* [Exercise directions]:
What the task needs is the data below, written out verbatim.
[[ Supplied data open ]]
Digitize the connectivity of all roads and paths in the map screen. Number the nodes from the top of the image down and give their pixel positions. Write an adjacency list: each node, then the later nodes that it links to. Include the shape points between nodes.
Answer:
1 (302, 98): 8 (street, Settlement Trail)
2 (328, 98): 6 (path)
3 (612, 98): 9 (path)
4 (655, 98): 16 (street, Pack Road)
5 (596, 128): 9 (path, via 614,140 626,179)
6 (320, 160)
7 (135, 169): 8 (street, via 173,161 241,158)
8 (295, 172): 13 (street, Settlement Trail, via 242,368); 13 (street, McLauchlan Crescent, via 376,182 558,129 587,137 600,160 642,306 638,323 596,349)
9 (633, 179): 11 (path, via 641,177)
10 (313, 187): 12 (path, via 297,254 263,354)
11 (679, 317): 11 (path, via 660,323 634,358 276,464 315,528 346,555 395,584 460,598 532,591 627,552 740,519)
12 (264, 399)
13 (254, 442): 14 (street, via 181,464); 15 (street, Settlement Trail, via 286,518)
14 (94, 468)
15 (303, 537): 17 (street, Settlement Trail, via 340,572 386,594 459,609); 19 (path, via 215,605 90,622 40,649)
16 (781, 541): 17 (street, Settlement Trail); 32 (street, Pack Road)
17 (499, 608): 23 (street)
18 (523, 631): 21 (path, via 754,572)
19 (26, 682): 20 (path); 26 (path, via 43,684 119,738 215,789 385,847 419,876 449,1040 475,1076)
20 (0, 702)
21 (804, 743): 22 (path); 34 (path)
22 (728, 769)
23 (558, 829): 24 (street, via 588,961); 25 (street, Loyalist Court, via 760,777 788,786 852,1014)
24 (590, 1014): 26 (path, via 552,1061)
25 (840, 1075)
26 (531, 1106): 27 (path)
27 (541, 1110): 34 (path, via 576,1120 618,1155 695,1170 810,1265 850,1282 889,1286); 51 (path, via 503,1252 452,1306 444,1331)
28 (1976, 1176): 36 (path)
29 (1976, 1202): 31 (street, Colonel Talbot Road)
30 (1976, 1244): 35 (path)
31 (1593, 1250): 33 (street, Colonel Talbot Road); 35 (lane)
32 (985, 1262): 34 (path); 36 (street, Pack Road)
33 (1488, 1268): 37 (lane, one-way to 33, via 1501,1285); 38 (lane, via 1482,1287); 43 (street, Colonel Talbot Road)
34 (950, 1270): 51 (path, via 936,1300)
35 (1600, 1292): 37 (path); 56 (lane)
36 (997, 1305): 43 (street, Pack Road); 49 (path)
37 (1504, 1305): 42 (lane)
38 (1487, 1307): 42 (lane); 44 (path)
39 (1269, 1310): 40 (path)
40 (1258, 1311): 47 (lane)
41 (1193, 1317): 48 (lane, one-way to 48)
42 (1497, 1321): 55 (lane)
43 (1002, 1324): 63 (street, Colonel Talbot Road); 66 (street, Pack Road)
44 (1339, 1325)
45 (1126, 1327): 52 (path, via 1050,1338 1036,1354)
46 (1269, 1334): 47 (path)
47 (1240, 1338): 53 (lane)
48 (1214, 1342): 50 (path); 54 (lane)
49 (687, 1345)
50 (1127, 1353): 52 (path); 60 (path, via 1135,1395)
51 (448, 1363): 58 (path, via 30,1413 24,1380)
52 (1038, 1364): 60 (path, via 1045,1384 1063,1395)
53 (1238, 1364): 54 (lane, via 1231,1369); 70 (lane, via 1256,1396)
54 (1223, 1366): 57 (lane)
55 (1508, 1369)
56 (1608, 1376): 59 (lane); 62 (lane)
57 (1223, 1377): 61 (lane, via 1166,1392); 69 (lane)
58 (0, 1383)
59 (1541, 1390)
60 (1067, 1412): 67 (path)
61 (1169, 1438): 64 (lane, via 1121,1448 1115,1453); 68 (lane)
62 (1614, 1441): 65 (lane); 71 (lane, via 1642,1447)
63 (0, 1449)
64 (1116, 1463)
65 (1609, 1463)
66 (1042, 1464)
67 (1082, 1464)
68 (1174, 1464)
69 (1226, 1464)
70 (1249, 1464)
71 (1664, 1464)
[[ Supplied data closed ]]
* [Answer area]:
Digitize the connectivity of all roads and paths in the map screen. Number the nodes from the top of the image down and give their pixel positions. Write an adjacency list: each node, then the later nodes that it links to. Include the shape points between nodes.
Answer:
1 (302, 98): 8 (street, Settlement Trail)
2 (328, 98): 6 (path)
3 (612, 98): 9 (path)
4 (655, 98): 16 (street, Pack Road)
5 (596, 128): 9 (path, via 614,140 626,179)
6 (320, 160)
7 (135, 169): 8 (street, via 173,161 241,158)
8 (295, 172): 13 (street, Settlement Trail, via 242,368); 13 (street, McLauchlan Crescent, via 376,182 558,129 587,137 600,160 642,306 638,323 596,349)
9 (633, 179): 11 (path, via 641,177)
10 (313, 187): 12 (path, via 297,254 263,354)
11 (679, 317): 11 (path, via 660,323 634,358 276,464 315,528 346,555 395,584 460,598 532,591 627,552 740,519)
12 (264, 399)
13 (254, 442): 14 (street, via 181,464); 15 (street, Settlement Trail, via 286,518)
14 (94, 468)
15 (303, 537): 17 (street, Settlement Trail, via 340,572 386,594 459,609); 19 (path, via 215,605 90,622 40,649)
16 (781, 541): 17 (street, Settlement Trail); 32 (street, Pack Road)
17 (499, 608): 23 (street)
18 (523, 631): 21 (path, via 754,572)
19 (26, 682): 20 (path); 26 (path, via 43,684 119,738 215,789 385,847 419,876 449,1040 475,1076)
20 (0, 702)
21 (804, 743): 22 (path); 34 (path)
22 (728, 769)
23 (558, 829): 24 (street, via 588,961); 25 (street, Loyalist Court, via 760,777 788,786 852,1014)
24 (590, 1014): 26 (path, via 552,1061)
25 (840, 1075)
26 (531, 1106): 27 (path)
27 (541, 1110): 34 (path, via 576,1120 618,1155 695,1170 810,1265 850,1282 889,1286); 51 (path, via 503,1252 452,1306 444,1331)
28 (1976, 1176): 36 (path)
29 (1976, 1202): 31 (street, Colonel Talbot Road)
30 (1976, 1244): 35 (path)
31 (1593, 1250): 33 (street, Colonel Talbot Road); 35 (lane)
32 (985, 1262): 34 (path); 36 (street, Pack Road)
33 (1488, 1268): 37 (lane, one-way to 33, via 1501,1285); 38 (lane, via 1482,1287); 43 (street, Colonel Talbot Road)
34 (950, 1270): 51 (path, via 936,1300)
35 (1600, 1292): 37 (path); 56 (lane)
36 (997, 1305): 43 (street, Pack Road); 49 (path)
37 (1504, 1305): 42 (lane)
38 (1487, 1307): 42 (lane); 44 (path)
39 (1269, 1310): 40 (path)
40 (1258, 1311): 47 (lane)
41 (1193, 1317): 48 (lane, one-way to 48)
42 (1497, 1321): 55 (lane)
43 (1002, 1324): 63 (street, Colonel Talbot Road); 66 (street, Pack Road)
44 (1339, 1325)
45 (1126, 1327): 52 (path, via 1050,1338 1036,1354)
46 (1269, 1334): 47 (path)
47 (1240, 1338): 53 (lane)
48 (1214, 1342): 50 (path); 54 (lane)
49 (687, 1345)
50 (1127, 1353): 52 (path); 60 (path, via 1135,1395)
51 (448, 1363): 58 (path, via 30,1413 24,1380)
52 (1038, 1364): 60 (path, via 1045,1384 1063,1395)
53 (1238, 1364): 54 (lane, via 1231,1369); 70 (lane, via 1256,1396)
54 (1223, 1366): 57 (lane)
55 (1508, 1369)
56 (1608, 1376): 59 (lane); 62 (lane)
57 (1223, 1377): 61 (lane, via 1166,1392); 69 (lane)
58 (0, 1383)
59 (1541, 1390)
60 (1067, 1412): 67 (path)
61 (1169, 1438): 64 (lane, via 1121,1448 1115,1453); 68 (lane)
62 (1614, 1441): 65 (lane); 71 (lane, via 1642,1447)
63 (0, 1449)
64 (1116, 1463)
65 (1609, 1463)
66 (1042, 1464)
67 (1082, 1464)
68 (1174, 1464)
69 (1226, 1464)
70 (1249, 1464)
71 (1664, 1464)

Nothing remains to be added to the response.